::: SOURCE MATERIAL :::

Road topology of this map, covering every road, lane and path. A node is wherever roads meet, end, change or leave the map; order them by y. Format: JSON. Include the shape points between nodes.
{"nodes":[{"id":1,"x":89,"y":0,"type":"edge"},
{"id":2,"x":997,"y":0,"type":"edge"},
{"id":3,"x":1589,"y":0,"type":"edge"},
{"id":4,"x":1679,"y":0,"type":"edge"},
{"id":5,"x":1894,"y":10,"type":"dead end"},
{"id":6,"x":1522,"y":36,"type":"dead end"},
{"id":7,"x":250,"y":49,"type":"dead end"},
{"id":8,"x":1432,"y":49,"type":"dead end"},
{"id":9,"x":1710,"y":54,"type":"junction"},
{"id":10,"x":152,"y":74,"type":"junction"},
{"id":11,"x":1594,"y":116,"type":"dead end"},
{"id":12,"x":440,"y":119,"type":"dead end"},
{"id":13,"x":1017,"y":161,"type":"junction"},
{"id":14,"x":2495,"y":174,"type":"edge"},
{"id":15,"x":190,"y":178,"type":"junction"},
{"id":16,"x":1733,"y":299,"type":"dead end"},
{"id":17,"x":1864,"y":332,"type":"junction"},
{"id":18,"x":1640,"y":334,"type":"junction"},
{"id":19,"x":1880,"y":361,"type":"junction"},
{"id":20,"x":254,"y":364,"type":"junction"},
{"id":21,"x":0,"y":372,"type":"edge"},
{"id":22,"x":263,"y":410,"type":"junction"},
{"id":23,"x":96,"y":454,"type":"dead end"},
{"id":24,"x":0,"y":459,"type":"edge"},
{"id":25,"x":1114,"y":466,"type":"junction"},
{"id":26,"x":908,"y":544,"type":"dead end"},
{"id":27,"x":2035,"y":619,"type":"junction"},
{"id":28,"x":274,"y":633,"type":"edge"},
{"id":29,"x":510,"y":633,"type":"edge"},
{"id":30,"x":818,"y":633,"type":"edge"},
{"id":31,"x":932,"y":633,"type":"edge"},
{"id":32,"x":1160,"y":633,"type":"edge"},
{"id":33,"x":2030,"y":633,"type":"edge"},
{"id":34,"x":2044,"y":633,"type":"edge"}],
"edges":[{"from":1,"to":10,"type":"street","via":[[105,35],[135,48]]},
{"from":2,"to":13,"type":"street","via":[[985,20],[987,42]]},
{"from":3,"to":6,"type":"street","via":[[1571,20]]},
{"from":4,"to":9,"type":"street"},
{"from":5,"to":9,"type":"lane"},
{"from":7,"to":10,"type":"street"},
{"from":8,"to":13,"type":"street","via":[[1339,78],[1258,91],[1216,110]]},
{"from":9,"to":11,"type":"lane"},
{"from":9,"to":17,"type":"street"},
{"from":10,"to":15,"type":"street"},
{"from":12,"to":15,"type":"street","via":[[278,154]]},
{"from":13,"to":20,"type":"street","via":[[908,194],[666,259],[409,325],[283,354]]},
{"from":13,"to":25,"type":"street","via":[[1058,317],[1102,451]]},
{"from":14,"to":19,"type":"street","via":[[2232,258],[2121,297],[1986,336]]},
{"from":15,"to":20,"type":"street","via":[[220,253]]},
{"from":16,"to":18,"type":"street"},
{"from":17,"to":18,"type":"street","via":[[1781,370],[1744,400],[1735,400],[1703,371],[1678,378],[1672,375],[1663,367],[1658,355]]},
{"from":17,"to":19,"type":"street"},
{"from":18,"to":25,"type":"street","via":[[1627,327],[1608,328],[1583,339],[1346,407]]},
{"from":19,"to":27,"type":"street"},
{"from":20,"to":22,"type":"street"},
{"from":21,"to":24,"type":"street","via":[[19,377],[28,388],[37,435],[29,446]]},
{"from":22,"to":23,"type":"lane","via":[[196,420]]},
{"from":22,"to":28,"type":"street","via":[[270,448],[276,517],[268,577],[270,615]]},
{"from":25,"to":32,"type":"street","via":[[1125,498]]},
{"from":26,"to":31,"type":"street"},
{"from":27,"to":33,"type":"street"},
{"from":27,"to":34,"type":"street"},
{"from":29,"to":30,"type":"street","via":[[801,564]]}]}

:::

_EXERCISE_: When transcribing the data, keep every line exactly as it is.

_RESPONSE_:
Road topology of this map, covering every road, lane and path. A node is wherever roads meet, end, change or leave the map; order them by y. Format: JSON. Include the shape points between nodes.
{"nodes":[{"id":1,"x":89,"y":0,"type":"edge"},
{"id":2,"x":997,"y":0,"type":"edge"},
{"id":3,"x":1589,"y":0,"type":"edge"},
{"id":4,"x":1679,"y":0,"type":"edge"},
{"id":5,"x":1894,"y":10,"type":"dead end"},
{"id":6,"x":1522,"y":36,"type":"dead end"},
{"id":7,"x":250,"y":49,"type":"dead end"},
{"id":8,"x":1432,"y":49,"type":"dead end"},
{"id":9,"x":1710,"y":54,"type":"junction"},
{"id":10,"x":152,"y":74,"type":"junction"},
{"id":11,"x":1594,"y":116,"type":"dead end"},
{"id":12,"x":440,"y":119,"type":"dead end"},
{"id":13,"x":1017,"y":161,"type":"junction"},
{"id":14,"x":2495,"y":174,"type":"edge"},
{"id":15,"x":190,"y":178,"type":"junction"},
{"id":16,"x":1733,"y":299,"type":"dead end"},
{"id":17,"x":1864,"y":332,"type":"junction"},
{"id":18,"x":1640,"y":334,"type":"junction"},
{"id":19,"x":1880,"y":361,"type":"junction"},
{"id":20,"x":254,"y":364,"type":"junction"},
{"id":21,"x":0,"y":372,"type":"edge"},
{"id":22,"x":263,"y":410,"type":"junction"},
{"id":23,"x":96,"y":454,"type":"dead end"},
{"id":24,"x":0,"y":459,"type":"edge"},
{"id":25,"x":1114,"y":466,"type":"junction"},
{"id":26,"x":908,"y":544,"type":"dead end"},
{"id":27,"x":2035,"y":619,"type":"junction"},
{"id":28,"x":274,"y":633,"type":"edge"},
{"id":29,"x":510,"y":633,"type":"edge"},
{"id":30,"x":818,"y":633,"type":"edge"},
{"id":31,"x":932,"y":633,"type":"edge"},
{"id":32,"x":1160,"y":633,"type":"edge"},
{"id":33,"x":2030,"y":633,"type":"edge"},
{"id":34,"x":2044,"y":633,"type":"edge"}],
"edges":[{"from":1,"to":10,"type":"street","via":[[105,35],[135,48]]},
{"from":2,"to":13,"type":"street","via":[[985,20],[987,42]]},
{"from":3,"to":6,"type":"street","via":[[1571,20]]},
{"from":4,"to":9,"type":"street"},
{"from":5,"to":9,"type":"lane"},
{"from":7,"to":10,"type":"street"},
{"from":8,"to":13,"type":"street","via":[[1339,78],[1258,91],[1216,110]]},
{"from":9,"to":11,"type":"lane"},
{"from":9,"to":17,"type":"street"},
{"from":10,"to":15,"type":"street"},
{"from":12,"to":15,"type":"street","via":[[278,154]]},
{"from":13,"to":20,"type":"street","via":[[908,194],[666,259],[409,325],[283,354]]},
{"from":13,"to":25,"type":"street","via":[[1058,317],[1102,451]]},
{"from":14,"to":19,"type":"street","via":[[2232,258],[2121,297],[1986,336]]},
{"from":15,"to":20,"type":"street","via":[[220,253]]},
{"from":16,"to":18,"type":"street"},
{"from":17,"to":18,"type":"street","via":[[1781,370],[1744,400],[1735,400],[1703,371],[1678,378],[1672,375],[1663,367],[1658,355]]},
{"from":17,"to":19,"type":"street"},
{"from":18,"to":25,"type":"street","via":[[1627,327],[1608,328],[1583,339],[1346,407]]},
{"from":19,"to":27,"type":"street"},
{"from":20,"to":22,"type":"street"},
{"from":21,"to":24,"type":"street","via":[[19,377],[28,388],[37,435],[29,446]]},
{"from":22,"to":23,"type":"lane","via":[[196,420]]},
{"from":22,"to":28,"type":"street","via":[[270,448],[276,517],[268,577],[270,615]]},
{"from":25,"to":32,"type":"street","via":[[1125,498]]},
{"from":26,"to":31,"type":"street"},
{"from":27,"to":33,"type":"street"},
{"from":27,"to":34,"type":"street"},
{"from":29,"to":30,"type":"street","via":[[801,564]]}]}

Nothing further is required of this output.